Da coluna de Lauro Jardim, em reportagem de Rodrigo Castro em O Globo
O Ministério Público do Paraná denunciou quatro pessoas por suposta participação em um esquema de “rachadinha” comandado pelo deputado estadual Ricardo Arruda (PL). Além da esposa do parlamentar, também são alvos outros três servidores, entre eles Lucas Dorini Sabbato.
Sabbato é acusado de intermediar valores e operações de câmbio para entrega em espécie e foi denunciado por lavagem de dinheiro.
Beleza. Mas o caso, que mira crimes cometidos entre 2018 e 2023, pode resvalar em… Sergio Moro (PL).
Sabbato foi contratado como assessor parlamentar do ex-juiz da Lava Jato em 2023, mas durou apenas tês meses no cargo. Foi exonerado “a pedido”, após vir à tona que ele ostentava fotos com Jair Bolsonaro e aliados na redes sociais, além de posar com armas de fogo. O servidor ganhava cerca de R$ 24 mil à época.
A breve passagem pelo gabinete de Moro no Senado já circula entre adversários do senador, pré-candidato ao governo do Paraná, e deve ser explorado contra ele.

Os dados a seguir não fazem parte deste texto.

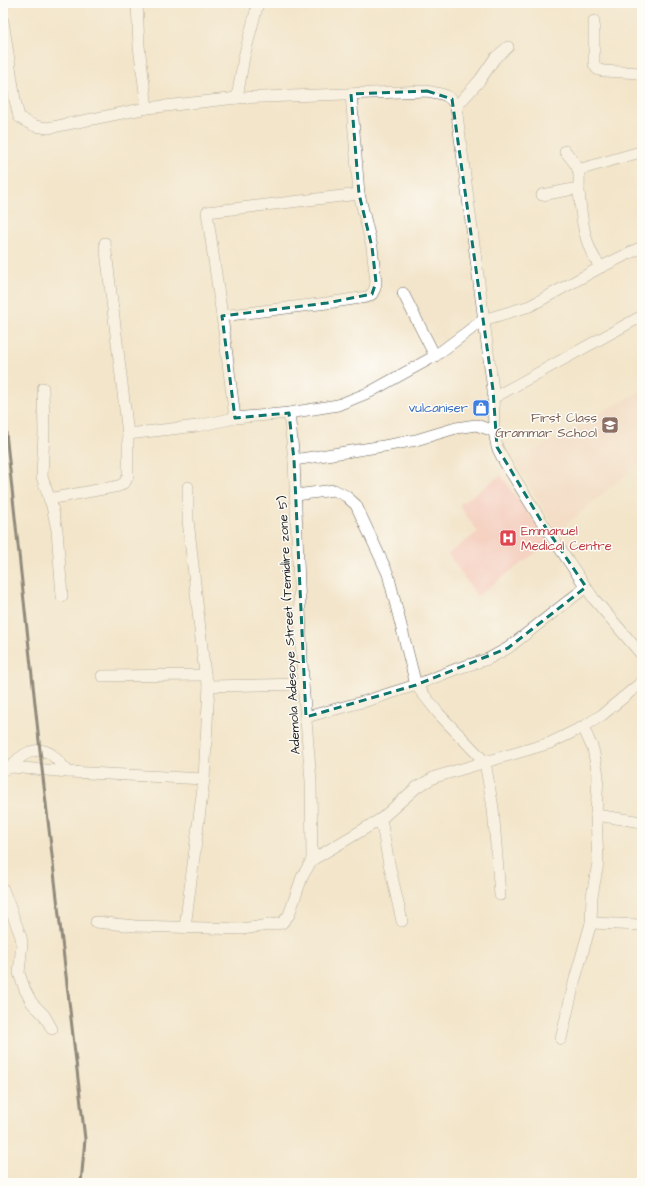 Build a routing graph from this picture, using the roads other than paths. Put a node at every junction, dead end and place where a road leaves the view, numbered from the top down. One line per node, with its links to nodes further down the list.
1 (137, 3): 10 (street)
2 (258, 3): 8 (street)
3 (3, 21): 10 (street)
4 (594, 21): 6 (street)
5 (508, 47): 9 (street)
6 (642, 73)
7 (351, 94): 8 (street); 9 (street); 15 (street)
8 (237, 98): 10 (street)
9 (456, 107): 23 (street)
10 (147, 108)
11 (565, 152): 13 (street)
12 (640, 152): 13 (street)
13 (578, 170): 14 (street)
14 (579, 188): 16 (street); 19 (street)
15 (359, 194): 21 (street); 21 (street)
16 (542, 195)
17 (105, 243): 30 (street)
18 (642, 248): 19 (street)
19 (601, 267): 23 (street)
20 (404, 293): 24 (street)
21 (222, 316): 28 (street)
22 (642, 316): 26 (street)
23 (483, 320): 24 (street); 26 (street)
24 (435, 356): 27 (street)
25 (43, 388): 34 (street)
26 (493, 398): 29 (street)
27 (289, 413): 28 (street); 31 (street, Ademola Adesoye Street (Temidire zone 5))
28 (235, 418): 30 (street)
29 (494, 431): 31 (street); 35 (street)
30 (128, 434): 34 (street)
31 (294, 460): 33 (street, Ademola Adesoye Street (Temidire zone 5))
32 (188, 487): 39 (street)
33 (296, 496): 41 (street, Ademola Adesoye Street (Temidire zone 5)); 42 (street)
34 (49, 499): 36 (street)
35 (586, 587): 37 (street); 42 (street)
36 (62, 596)
37 (642, 655)
38 (102, 676): 39 (street)
39 (207, 680): 41 (street); 48 (street)
40 (642, 682): 44 (street)
41 (303, 684): 43 (street, Ademola Adesoye Street (Temidire zone 5))
42 (416, 685): 43 (street); 45 (street)
43 (306, 716): 52 (street, Ademola Adesoye Street (Temidire zone 5))
44 (583, 727): 45 (street); 49 (street)
45 (486, 762): 50 (street); 54 (street)
46 (7, 769): 47 (street); 47 (street)
47 (69, 772): 48 (street)
48 (204, 779): 59 (street)
49 (596, 815): 51 (street); 57 (street)
50 (381, 819): 52 (street); 55 (street)
51 (642, 822)
52 (312, 860): 59 (street)
53 (3, 889): 60 (street)
54 (500, 896)
55 (402, 921)
56 (96, 922): 59 (street)
57 (591, 923): 58 (street); 61 (street)
58 (642, 925)
59 (185, 927)
60 (52, 1029)
61 (561, 1039) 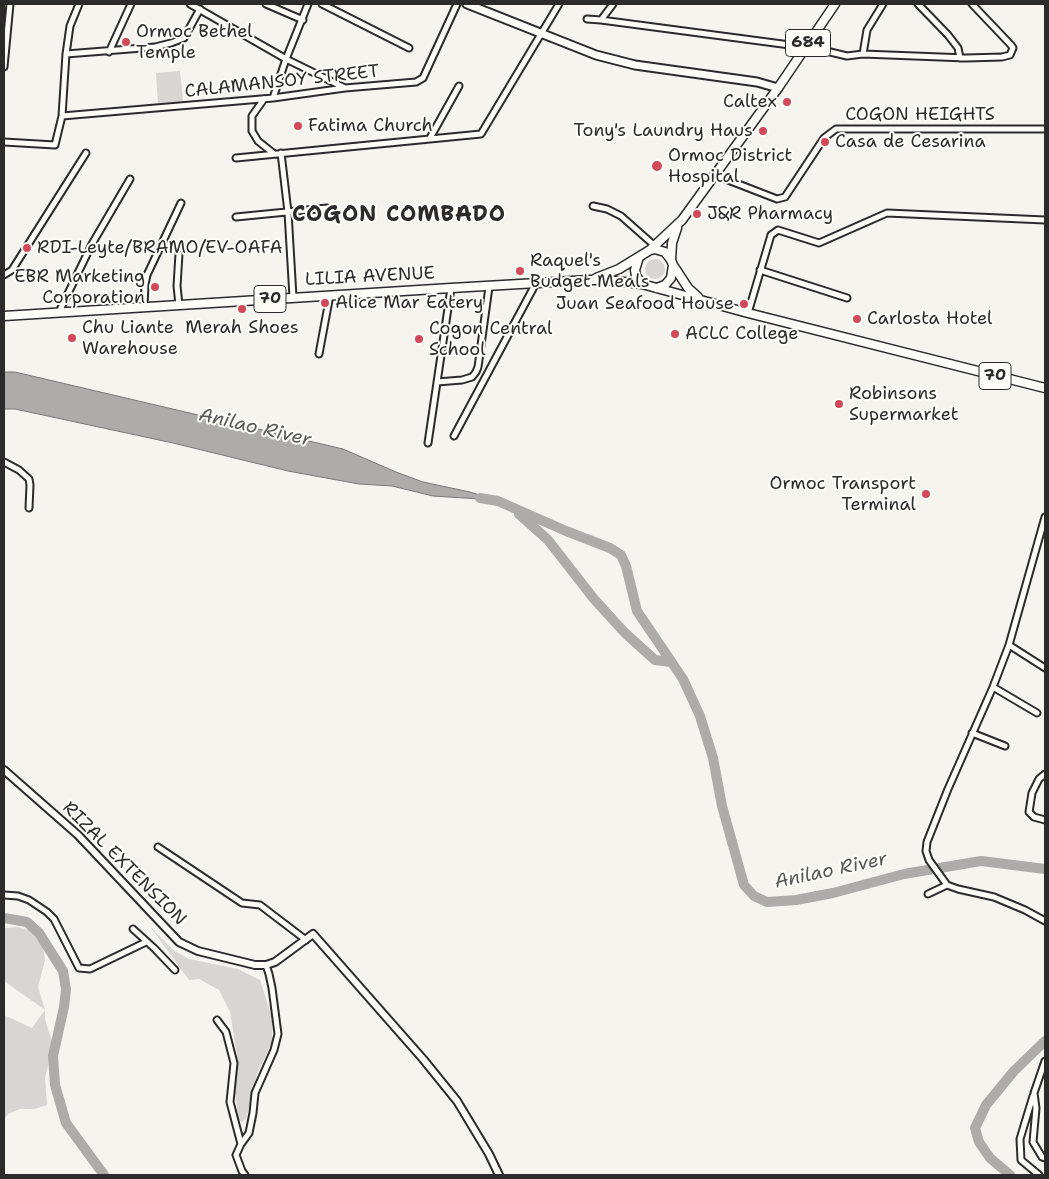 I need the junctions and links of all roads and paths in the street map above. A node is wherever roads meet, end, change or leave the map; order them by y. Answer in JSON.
{"nodes":[{"id":1,"x":10,"y":4,"type":"edge"},
{"id":2,"x":79,"y":4,"type":"edge"},
{"id":3,"x":131,"y":4,"type":"edge"},
{"id":4,"x":190,"y":4,"type":"edge"},
{"id":5,"x":266,"y":4,"type":"edge"},
{"id":6,"x":308,"y":4,"type":"edge"},
{"id":7,"x":322,"y":4,"type":"edge"},
{"id":8,"x":457,"y":4,"type":"edge"},
{"id":9,"x":466,"y":4,"type":"edge"},
{"id":10,"x":559,"y":4,"type":"edge"},
{"id":11,"x":613,"y":4,"type":"edge"},
{"id":12,"x":835,"y":4,"type":"edge"},
{"id":13,"x":883,"y":4,"type":"edge"},
{"id":14,"x":918,"y":4,"type":"edge"},
{"id":15,"x":972,"y":4,"type":"edge"},
{"id":16,"x":200,"y":9,"type":"junction"},
{"id":17,"x":587,"y":19,"type":"dead end"},
{"id":18,"x":303,"y":20,"type":"junction"},
{"id":19,"x":601,"y":20,"type":"junction"},
{"id":20,"x":540,"y":34,"type":"junction"},
{"id":21,"x":807,"y":44,"type":"junction"},
{"id":22,"x":409,"y":48,"type":"dead end"},
{"id":23,"x":109,"y":52,"type":"junction"},
{"id":24,"x":66,"y":54,"type":"junction"},
{"id":25,"x":863,"y":54,"type":"junction"},
{"id":26,"x":960,"y":58,"type":"junction"},
{"id":27,"x":286,"y":59,"type":"junction"},
{"id":28,"x":4,"y":67,"type":"edge"},
{"id":29,"x":459,"y":86,"type":"dead end"},
{"id":30,"x":346,"y":88,"type":"junction"},
{"id":31,"x":778,"y":88,"type":"junction"},
{"id":32,"x":273,"y":98,"type":"junction"},
{"id":33,"x":264,"y":99,"type":"junction"},
{"id":34,"x":62,"y":116,"type":"junction"},
{"id":35,"x":1045,"y":129,"type":"edge"},
{"id":36,"x":430,"y":138,"type":"junction"},
{"id":37,"x":4,"y":142,"type":"edge"},
{"id":38,"x":86,"y":153,"type":"dead end"},
{"id":39,"x":273,"y":153,"type":"junction"},
{"id":40,"x":281,"y":153,"type":"junction"},
{"id":41,"x":236,"y":158,"type":"dead end"},
{"id":42,"x":715,"y":175,"type":"junction"},
{"id":43,"x":130,"y":179,"type":"dead end"},
{"id":44,"x":181,"y":203,"type":"dead end"},
{"id":45,"x":593,"y":206,"type":"dead end"},
{"id":46,"x":328,"y":208,"type":"dead end"},
{"id":47,"x":288,"y":212,"type":"junction"},
{"id":48,"x":236,"y":217,"type":"dead end"},
{"id":49,"x":682,"y":220,"type":"junction"},
{"id":50,"x":1045,"y":220,"type":"edge"},
{"id":51,"x":652,"y":248,"type":"junction"},
{"id":52,"x":179,"y":254,"type":"dead end"},
{"id":53,"x":640,"y":256,"type":"junction"},
{"id":54,"x":672,"y":262,"type":"junction"},
{"id":55,"x":760,"y":270,"type":"junction"},
{"id":56,"x":4,"y":276,"type":"edge"},
{"id":57,"x":589,"y":280,"type":"junction"},
{"id":58,"x":536,"y":283,"type":"junction"},
{"id":59,"x":642,"y":284,"type":"junction"},
{"id":60,"x":489,"y":287,"type":"junction"},
{"id":61,"x":451,"y":288,"type":"junction"},
{"id":62,"x":657,"y":288,"type":"junction"},
{"id":63,"x":330,"y":295,"type":"junction"},
{"id":64,"x":294,"y":297,"type":"junction"},
{"id":65,"x":847,"y":298,"type":"dead end"},
{"id":66,"x":702,"y":300,"type":"junction"},
{"id":67,"x":179,"y":304,"type":"junction"},
{"id":68,"x":144,"y":307,"type":"junction"},
{"id":69,"x":59,"y":312,"type":"junction"},
{"id":70,"x":748,"y":313,"type":"junction"},
{"id":71,"x":4,"y":316,"type":"edge"},
{"id":72,"x":318,"y":354,"type":"dead end"},
{"id":73,"x":437,"y":382,"type":"junction"},
{"id":74,"x":1045,"y":388,"type":"edge"},
{"id":75,"x":454,"y":436,"type":"dead end"},
{"id":76,"x":428,"y":443,"type":"dead end"},
{"id":77,"x":4,"y":462,"type":"edge"},
{"id":78,"x":29,"y":508,"type":"dead end"},
{"id":79,"x":1045,"y":517,"type":"edge"},
{"id":80,"x":1009,"y":645,"type":"junction"},
{"id":81,"x":1045,"y":668,"type":"edge"},
{"id":82,"x":993,"y":688,"type":"junction"},
{"id":83,"x":1037,"y":713,"type":"dead end"},
{"id":84,"x":972,"y":732,"type":"junction"},
{"id":85,"x":1005,"y":746,"type":"dead end"},
{"id":86,"x":5,"y":773,"type":"edge"},
{"id":87,"x":1045,"y":774,"type":"edge"},
{"id":88,"x":1045,"y":820,"type":"edge"},
{"id":89,"x":158,"y":848,"type":"dead end"},
{"id":90,"x":947,"y":884,"type":"junction"},
{"id":91,"x":928,"y":894,"type":"dead end"},
{"id":92,"x":4,"y":896,"type":"edge"},
{"id":93,"x":1045,"y":921,"type":"edge"},
{"id":94,"x":133,"y":929,"type":"dead end"},
{"id":95,"x":306,"y":940,"type":"junction"},
{"id":96,"x":146,"y":942,"type":"junction"},
{"id":97,"x":266,"y":965,"type":"junction"},
{"id":98,"x":175,"y":970,"type":"dead end"},
{"id":99,"x":217,"y":1020,"type":"dead end"},
{"id":100,"x":1045,"y":1061,"type":"edge"},
{"id":101,"x":1034,"y":1093,"type":"junction"},
{"id":102,"x":241,"y":1144,"type":"junction"},
{"id":103,"x":1045,"y":1158,"type":"edge"},
{"id":104,"x":245,"y":1175,"type":"edge"},
{"id":105,"x":499,"y":1175,"type":"edge"},
{"id":106,"x":1039,"y":1175,"type":"edge"}],
"edges":[{"from":1,"to":28,"type":"street"},
{"from":2,"to":24,"type":"street"},
{"from":3,"to":23,"type":"street"},
{"from":4,"to":16,"type":"street"},
{"from":5,"to":18,"type":"street"},
{"from":6,"to":18,"type":"street"},
{"from":7,"to":22,"type":"street"},
{"from":8,"to":30,"type":"street","name":"CALAMANSOY STREET"},
{"from":9,"to":20,"type":"main road"},
{"from":10,"to":20,"type":"street"},
{"from":11,"to":19,"type":"street"},
{"from":12,"to":21,"type":"highway","number":"684"},
{"from":13,"to":25,"type":"street"},
{"from":14,"to":26,"type":"street"},
{"from":15,"to":26,"type":"street"},
{"from":16,"to":23,"type":"street"},
{"from":16,"to":27,"type":"street"},
{"from":17,"to":19,"type":"street"},
{"from":18,"to":27,"type":"street"},
{"from":19,"to":21,"type":"street"},
{"from":20,"to":31,"type":"main road"},
{"from":20,"to":36,"type":"street"},
{"from":21,"to":25,"type":"street"},
{"from":21,"to":31,"type":"highway","number":"684"},
{"from":23,"to":24,"type":"street"},
{"from":24,"to":34,"type":"street"},
{"from":25,"to":26,"type":"street"},
{"from":27,"to":30,"type":"street"},
{"from":27,"to":32,"type":"street"},
{"from":29,"to":36,"type":"street"},
{"from":30,"to":32,"type":"street","name":"CALAMANSOY STREET"},
{"from":31,"to":42,"type":"highway","number":"684"},
{"from":32,"to":33,"type":"street","name":"CALAMANSOY STREET"},
{"from":33,"to":34,"type":"street","name":"CALAMANSOY STREET"},
{"from":33,"to":39,"type":"street"},
{"from":34,"to":37,"type":"street"},
{"from":35,"to":42,"type":"street","name":"COGON HEIGHTS"},
{"from":36,"to":40,"type":"street"},
{"from":38,"to":56,"type":"street"},
{"from":39,"to":40,"type":"street"},
{"from":39,"to":41,"type":"street"},
{"from":40,"to":47,"type":"street"},
{"from":42,"to":49,"type":"highway","number":"684"},
{"from":43,"to":69,"type":"street"},
{"from":44,"to":68,"type":"street"},
{"from":45,"to":51,"type":"street"},
{"from":46,"to":47,"type":"street"},
{"from":47,"to":48,"type":"street"},
{"from":47,"to":64,"type":"street"},
{"from":49,"to":51,"type":"highway","number":"684"},
{"from":49,"to":54,"type":"highway","number":"684"},
{"from":50,"to":55,"type":"street"},
{"from":51,"to":53,"type":"highway","number":"70"},
{"from":51,"to":54,"type":"highway"},
{"from":52,"to":67,"type":"street"},
{"from":53,"to":57,"type":"highway","number":"70"},
{"from":53,"to":59,"type":"highway"},
{"from":54,"to":62,"type":"highway"},
{"from":54,"to":66,"type":"highway","number":"70"},
{"from":55,"to":65,"type":"street"},
{"from":55,"to":70,"type":"street"},
{"from":57,"to":58,"type":"highway","name":"LILIA AVENUE","number":"70"},
{"from":57,"to":59,"type":"highway","number":"70"},
{"from":58,"to":60,"type":"highway","name":"LILIA AVENUE","number":"70"},
{"from":58,"to":75,"type":"street"},
{"from":59,"to":62,"type":"highway","number":"70"},
{"from":60,"to":61,"type":"highway","name":"LILIA AVENUE","number":"70"},
{"from":60,"to":73,"type":"street"},
{"from":61,"to":63,"type":"highway","name":"LILIA AVENUE","number":"70"},
{"from":61,"to":73,"type":"street"},
{"from":62,"to":66,"type":"highway","number":"70"},
{"from":63,"to":64,"type":"highway","name":"LILIA AVENUE","number":"70"},
{"from":63,"to":72,"type":"street"},
{"from":64,"to":67,"type":"highway","name":"LILIA AVENUE","number":"70"},
{"from":66,"to":70,"type":"highway","number":"70"},
{"from":67,"to":68,"type":"highway","name":"LILIA AVENUE","number":"70"},
{"from":68,"to":69,"type":"highway","name":"LILIA AVENUE","number":"70"},
{"from":69,"to":71,"type":"highway","name":"LILIA AVENUE","number":"70"},
{"from":70,"to":74,"type":"highway","number":"70"},
{"from":73,"to":76,"type":"street"},
{"from":77,"to":78,"type":"street"},
{"from":79,"to":80,"type":"street"},
{"from":80,"to":81,"type":"street"},
{"from":80,"to":82,"type":"street"},
{"from":82,"to":83,"type":"street"},
{"from":82,"to":84,"type":"street"},
{"from":84,"to":85,"type":"street"},
{"from":84,"to":90,"type":"street"},
{"from":86,"to":97,"type":"street","name":"RIZAL EXTENSION"},
{"from":87,"to":88,"type":"street"},
{"from":89,"to":95,"type":"street"},
{"from":90,"to":91,"type":"street"},
{"from":90,"to":93,"type":"street"},
{"from":92,"to":96,"type":"street"},
{"from":94,"to":96,"type":"street"},
{"from":95,"to":97,"type":"street"},
{"from":95,"to":105,"type":"street"},
{"from":96,"to":98,"type":"street"},
{"from":97,"to":102,"type":"street"},
{"from":99,"to":102,"type":"street"},
{"from":100,"to":101,"type":"street"},
{"from":101,"to":103,"type":"street"},
{"from":101,"to":106,"type":"street"},
{"from":102,"to":104,"type":"street"}]}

O ex-juiz da Lava Jato tem entre suas principais bandeiras a pauta anticorrupção. Não à toa, Flávio Bolsonaro busca uma aproximação com Moro, para colar essa “marca” em sua campanha.
A propósito, depois de deixar o gabinete de Moro, Sabbato também trabalhou no governo paranaense. Esteve lotado na Secretaria de Justiça e Cidadania entre julho e outubro de 2023, quando foi demitido por ser alvo do MP-PR na investigação.